MENJADI seorang yang berkarakter dibutuhkan konsistensi, keteguhan, dan tak terjebak keadaan. Mereka yang bertahan di situasi itu akan mampu mencipta persepsi publik sekaligus melekatkan ‘brand; terhadapnya. Begitu teori komunikasi menjamah kehadiran karakter pada seseorang.
Tampaknya ini juga berlaku bagi Abba - sapaan akrab pria bernama lengkap La Ode Zainal Aslan Azis.- lelaki 52 tahun yang cukup dikenal di Kota Baubau ini sebagai seorang paling berkarakter dalam penggunaan fashion khas Buton.

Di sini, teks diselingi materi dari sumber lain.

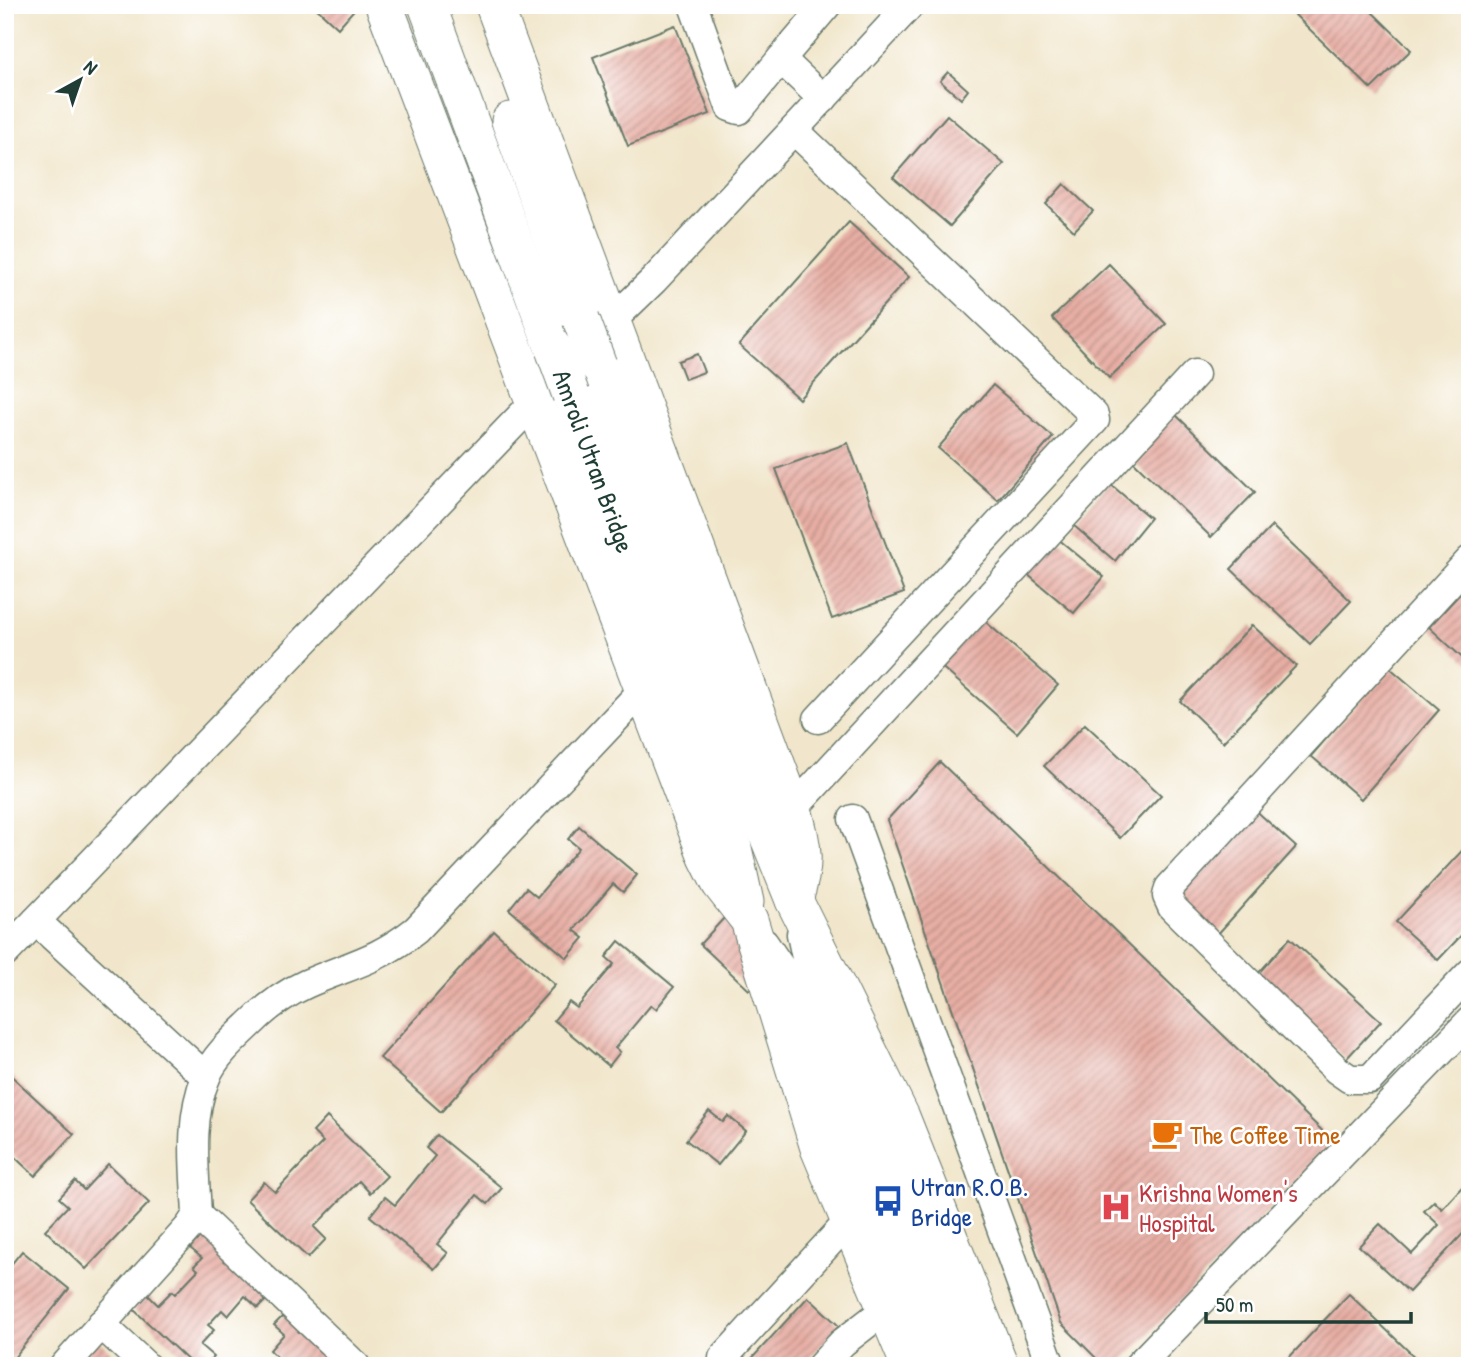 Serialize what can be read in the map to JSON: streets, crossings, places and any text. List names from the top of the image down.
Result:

Memang keseharian Abba tak pernah lepas dari penggunaan ‘Kampurui’ aksesories kepala ala Udeng di Bali, dan bawahan dari kain yang semuanya produk tenunan Buton asli. Begitupun aksesories lainnya makin meneguhkan Abba sebagai pria paling berkarakter di seantero Pulau Buton saat ini. Situasi yang setidaknya, tidak banyak orang yang nyaman dalam fashion bernuansa budaya sepertinya, apalagi menjadi busan keseharian.
Abba tidak ikut-ikutan pada tokoh tertentu, ia memulainya sendiri. Niatnya sederhana – ingin membumikan kekuatan adat budaya negerinya dari sikap dan prilaku. Ia juga aktif mendorongdan menggagas penggunaan Kampurui dari Sarung Buton sebagai busana sehari-hari termasuk di acara-acara resmi. Itu dimulainya dari tahun 2012, ketika banyak orang memandang Kampurui dan aksesories khas Buton lainnya hanya digunakan di helatan acara ritual adat belaka.
Niat besar Abba kesampaian, melalui kepemimpinan Bupati Buton Syamsu Umar Samiun di periode 2008-2013 mengeluarkan Peraturan Bupati (Perbup) pada Agustus 2012 tentang penggunaan Kampurui dan Sarung Buton di setiap hari kamis dan jumat. Keaktifan juga mendorong beberapa daerah di kawasan Kepulauan Buton mengikuti jejak ini.
Tak hanya La Ode Aslan “Abba” Azis, karakter fashion Buton ini juga melekat dalam diri Bupati Umar Samiun. Ia kerap menerima tamu kenegaraan dengan busana khas ini, dan hanya sesekali menggunakan pakaian seorang kepala daerah. Tetamu kenegaraan pun begitu simpatik dengan gaya khas Bupati, sampai-sampai tetamu kenegaraan banyak meminta ikut menggunakan busana serupa.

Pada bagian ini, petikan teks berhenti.